:: DATA SHOWN ::
BEGIN

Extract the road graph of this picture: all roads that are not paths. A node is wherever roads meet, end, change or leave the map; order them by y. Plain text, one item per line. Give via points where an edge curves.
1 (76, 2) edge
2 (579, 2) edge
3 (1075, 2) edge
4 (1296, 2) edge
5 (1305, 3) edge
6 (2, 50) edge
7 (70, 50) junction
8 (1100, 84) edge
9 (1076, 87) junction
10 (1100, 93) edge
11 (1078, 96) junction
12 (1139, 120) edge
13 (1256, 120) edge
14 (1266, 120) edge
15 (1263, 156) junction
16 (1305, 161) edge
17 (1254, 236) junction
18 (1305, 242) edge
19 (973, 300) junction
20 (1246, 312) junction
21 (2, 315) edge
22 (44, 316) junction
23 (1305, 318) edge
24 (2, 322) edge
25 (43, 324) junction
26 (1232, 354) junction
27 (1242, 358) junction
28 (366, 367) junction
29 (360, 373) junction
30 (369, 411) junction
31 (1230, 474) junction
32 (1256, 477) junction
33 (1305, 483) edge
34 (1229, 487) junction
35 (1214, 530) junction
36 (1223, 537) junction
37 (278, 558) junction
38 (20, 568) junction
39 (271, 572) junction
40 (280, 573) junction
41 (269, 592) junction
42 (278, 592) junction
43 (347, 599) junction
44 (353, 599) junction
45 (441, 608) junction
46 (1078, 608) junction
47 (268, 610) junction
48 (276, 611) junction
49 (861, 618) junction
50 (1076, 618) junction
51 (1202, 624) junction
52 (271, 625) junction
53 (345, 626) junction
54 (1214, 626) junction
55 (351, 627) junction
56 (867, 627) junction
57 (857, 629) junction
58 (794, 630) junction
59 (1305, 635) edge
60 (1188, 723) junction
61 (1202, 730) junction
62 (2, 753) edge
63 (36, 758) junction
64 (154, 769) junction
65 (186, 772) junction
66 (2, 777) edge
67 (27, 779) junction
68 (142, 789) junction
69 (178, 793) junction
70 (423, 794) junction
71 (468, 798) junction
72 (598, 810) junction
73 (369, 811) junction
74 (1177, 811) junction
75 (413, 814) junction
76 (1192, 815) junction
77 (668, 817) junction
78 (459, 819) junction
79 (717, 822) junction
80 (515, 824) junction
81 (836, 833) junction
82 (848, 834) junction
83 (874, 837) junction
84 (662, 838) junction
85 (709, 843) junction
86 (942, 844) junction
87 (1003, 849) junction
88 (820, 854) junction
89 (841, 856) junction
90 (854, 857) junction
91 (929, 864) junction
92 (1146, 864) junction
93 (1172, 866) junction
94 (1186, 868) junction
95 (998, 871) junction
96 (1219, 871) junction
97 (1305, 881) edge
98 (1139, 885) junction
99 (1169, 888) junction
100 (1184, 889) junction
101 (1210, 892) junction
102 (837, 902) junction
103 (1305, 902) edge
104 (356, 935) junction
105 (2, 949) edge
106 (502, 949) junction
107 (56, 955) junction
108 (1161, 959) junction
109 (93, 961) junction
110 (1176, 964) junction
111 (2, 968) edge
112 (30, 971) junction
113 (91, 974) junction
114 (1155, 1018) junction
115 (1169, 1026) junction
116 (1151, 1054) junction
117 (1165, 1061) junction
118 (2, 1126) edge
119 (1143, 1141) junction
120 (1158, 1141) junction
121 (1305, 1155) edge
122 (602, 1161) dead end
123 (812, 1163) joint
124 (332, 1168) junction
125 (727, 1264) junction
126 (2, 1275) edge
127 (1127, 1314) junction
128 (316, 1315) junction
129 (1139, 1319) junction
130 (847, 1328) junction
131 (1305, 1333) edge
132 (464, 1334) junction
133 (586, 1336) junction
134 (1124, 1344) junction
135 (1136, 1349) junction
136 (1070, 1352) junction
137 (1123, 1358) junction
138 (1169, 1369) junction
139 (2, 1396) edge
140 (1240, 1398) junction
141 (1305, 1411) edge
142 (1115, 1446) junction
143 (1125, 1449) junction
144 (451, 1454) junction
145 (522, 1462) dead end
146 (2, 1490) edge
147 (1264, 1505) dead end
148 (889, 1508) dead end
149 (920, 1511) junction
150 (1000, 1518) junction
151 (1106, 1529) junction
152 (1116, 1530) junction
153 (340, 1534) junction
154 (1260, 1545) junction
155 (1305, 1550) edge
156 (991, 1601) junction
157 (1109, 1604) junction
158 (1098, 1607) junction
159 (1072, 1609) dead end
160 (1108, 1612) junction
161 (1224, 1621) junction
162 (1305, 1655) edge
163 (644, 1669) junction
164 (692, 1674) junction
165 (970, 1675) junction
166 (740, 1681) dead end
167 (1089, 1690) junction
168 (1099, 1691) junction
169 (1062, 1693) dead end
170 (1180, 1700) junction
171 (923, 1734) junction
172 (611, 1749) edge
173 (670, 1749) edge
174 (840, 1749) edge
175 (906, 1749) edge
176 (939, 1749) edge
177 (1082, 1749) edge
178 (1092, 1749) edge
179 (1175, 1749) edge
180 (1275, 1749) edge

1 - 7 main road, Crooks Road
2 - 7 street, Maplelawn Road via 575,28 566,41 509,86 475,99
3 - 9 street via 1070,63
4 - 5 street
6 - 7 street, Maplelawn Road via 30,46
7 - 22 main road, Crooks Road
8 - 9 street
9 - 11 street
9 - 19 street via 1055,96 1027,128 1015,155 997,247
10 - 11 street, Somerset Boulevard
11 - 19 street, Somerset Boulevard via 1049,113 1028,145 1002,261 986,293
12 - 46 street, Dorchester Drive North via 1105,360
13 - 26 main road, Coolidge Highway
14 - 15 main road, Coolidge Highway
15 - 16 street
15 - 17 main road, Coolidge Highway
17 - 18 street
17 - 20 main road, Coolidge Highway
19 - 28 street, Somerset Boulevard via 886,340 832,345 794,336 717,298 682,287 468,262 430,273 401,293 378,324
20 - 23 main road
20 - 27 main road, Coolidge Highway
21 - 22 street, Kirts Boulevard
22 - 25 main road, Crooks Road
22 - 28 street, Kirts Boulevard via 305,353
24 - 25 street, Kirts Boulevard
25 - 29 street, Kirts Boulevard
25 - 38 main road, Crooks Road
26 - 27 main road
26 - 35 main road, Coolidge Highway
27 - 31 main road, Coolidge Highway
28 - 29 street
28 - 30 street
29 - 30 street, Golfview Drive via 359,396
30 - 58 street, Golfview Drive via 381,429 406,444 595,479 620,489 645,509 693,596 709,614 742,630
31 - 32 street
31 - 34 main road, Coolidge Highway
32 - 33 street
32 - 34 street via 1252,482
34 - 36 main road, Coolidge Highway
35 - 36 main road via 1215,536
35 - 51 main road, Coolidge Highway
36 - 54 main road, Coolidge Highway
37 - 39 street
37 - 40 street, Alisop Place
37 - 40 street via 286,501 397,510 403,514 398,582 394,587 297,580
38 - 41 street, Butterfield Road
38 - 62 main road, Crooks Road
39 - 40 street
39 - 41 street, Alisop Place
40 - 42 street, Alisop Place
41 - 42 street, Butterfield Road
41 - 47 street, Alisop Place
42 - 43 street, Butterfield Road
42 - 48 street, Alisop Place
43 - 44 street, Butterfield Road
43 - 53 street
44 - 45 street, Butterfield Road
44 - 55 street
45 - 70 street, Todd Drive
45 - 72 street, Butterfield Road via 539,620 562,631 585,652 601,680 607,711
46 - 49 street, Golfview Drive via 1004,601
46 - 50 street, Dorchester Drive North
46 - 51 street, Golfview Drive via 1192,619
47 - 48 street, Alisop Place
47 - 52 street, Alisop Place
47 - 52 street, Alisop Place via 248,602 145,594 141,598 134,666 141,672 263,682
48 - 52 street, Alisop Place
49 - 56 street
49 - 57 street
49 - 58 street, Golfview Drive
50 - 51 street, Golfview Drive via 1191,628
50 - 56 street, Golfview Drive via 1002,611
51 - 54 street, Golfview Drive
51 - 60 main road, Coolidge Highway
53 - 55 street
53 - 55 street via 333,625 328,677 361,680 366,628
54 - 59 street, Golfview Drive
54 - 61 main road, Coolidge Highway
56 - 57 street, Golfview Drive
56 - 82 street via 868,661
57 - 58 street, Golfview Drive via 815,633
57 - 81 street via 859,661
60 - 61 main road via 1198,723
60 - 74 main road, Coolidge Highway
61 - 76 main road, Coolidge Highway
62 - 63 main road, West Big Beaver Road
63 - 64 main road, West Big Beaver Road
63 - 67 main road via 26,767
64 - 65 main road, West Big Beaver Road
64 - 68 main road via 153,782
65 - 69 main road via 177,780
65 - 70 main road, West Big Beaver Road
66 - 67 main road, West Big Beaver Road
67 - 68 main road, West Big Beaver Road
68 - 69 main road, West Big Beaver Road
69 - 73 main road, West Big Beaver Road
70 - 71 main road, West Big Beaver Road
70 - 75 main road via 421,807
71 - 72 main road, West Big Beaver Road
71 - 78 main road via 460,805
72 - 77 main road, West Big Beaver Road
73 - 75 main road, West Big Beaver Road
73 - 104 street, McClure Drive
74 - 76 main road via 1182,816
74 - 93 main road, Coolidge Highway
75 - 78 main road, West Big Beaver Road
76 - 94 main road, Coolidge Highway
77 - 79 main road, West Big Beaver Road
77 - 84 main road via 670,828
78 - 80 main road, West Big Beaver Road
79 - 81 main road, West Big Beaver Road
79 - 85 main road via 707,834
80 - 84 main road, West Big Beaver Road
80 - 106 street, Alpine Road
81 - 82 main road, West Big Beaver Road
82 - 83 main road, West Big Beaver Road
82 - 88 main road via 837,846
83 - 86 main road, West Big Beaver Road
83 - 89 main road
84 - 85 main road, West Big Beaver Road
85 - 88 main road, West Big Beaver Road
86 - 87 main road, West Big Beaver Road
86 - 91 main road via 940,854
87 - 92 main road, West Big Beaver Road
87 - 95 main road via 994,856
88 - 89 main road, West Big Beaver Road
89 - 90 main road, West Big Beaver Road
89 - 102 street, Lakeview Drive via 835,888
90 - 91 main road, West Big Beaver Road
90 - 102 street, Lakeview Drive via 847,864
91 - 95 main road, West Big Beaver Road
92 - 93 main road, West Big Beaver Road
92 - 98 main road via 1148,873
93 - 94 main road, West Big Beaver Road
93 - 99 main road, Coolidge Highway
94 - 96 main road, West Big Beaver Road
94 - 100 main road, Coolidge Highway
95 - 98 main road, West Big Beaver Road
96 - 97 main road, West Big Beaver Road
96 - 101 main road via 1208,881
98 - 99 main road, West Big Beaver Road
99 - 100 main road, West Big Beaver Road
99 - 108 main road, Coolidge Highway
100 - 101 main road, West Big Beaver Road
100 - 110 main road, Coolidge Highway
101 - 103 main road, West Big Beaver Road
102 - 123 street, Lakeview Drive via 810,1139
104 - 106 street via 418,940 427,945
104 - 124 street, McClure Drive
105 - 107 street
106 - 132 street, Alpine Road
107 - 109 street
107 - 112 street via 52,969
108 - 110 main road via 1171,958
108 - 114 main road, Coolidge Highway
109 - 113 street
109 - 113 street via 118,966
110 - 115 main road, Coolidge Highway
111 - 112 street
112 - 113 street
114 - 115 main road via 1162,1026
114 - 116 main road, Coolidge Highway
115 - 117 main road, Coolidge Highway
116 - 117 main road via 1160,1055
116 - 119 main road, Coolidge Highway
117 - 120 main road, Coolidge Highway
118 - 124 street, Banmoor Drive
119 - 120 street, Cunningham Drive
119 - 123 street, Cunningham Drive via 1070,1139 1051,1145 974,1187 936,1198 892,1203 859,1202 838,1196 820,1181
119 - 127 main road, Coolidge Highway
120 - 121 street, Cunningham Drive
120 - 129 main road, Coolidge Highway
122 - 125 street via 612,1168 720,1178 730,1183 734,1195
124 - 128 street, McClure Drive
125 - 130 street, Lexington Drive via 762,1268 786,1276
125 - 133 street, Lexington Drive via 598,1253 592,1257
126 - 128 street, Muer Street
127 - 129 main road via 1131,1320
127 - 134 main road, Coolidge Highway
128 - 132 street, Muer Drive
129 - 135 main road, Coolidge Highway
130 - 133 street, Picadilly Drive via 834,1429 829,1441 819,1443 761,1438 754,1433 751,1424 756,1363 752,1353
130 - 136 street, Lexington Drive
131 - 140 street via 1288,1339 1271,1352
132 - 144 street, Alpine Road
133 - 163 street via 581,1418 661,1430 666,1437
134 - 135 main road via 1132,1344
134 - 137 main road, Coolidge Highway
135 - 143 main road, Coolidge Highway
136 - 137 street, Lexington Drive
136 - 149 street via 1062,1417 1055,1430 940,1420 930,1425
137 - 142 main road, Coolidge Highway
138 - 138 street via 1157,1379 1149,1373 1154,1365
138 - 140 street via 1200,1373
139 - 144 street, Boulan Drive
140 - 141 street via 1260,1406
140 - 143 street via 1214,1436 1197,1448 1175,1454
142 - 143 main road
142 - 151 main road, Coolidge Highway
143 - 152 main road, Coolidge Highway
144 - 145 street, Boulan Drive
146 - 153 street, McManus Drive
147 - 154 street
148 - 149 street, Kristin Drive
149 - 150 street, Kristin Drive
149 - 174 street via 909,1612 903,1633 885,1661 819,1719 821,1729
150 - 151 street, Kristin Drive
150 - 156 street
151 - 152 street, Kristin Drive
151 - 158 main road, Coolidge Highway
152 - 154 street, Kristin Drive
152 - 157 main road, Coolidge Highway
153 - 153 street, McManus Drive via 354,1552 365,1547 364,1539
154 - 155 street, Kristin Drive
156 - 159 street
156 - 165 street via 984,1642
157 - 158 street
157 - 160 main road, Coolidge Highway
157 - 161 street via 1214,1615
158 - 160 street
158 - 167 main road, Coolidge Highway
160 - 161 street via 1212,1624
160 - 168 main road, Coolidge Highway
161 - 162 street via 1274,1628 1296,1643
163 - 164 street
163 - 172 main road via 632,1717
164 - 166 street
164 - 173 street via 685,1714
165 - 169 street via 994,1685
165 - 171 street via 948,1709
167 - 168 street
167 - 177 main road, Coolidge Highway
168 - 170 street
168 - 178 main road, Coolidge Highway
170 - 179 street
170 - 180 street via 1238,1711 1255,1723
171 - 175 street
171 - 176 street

END

:: WHAT IS EXPECTED ::
The answer must be every line of the listing that holds the word "Alisop".

:: THE COMPLETED TASK ::
37 - 40 street, Alisop Place
39 - 41 street, Alisop Place
40 - 42 street, Alisop Place
41 - 47 street, Alisop Place
42 - 48 street, Alisop Place
47 - 48 street, Alisop Place
47 - 52 street, Alisop Place
47 - 52 street, Alisop Place via 248,602 145,594 141,598 134,666 141,672 263,682
48 - 52 street, Alisop Place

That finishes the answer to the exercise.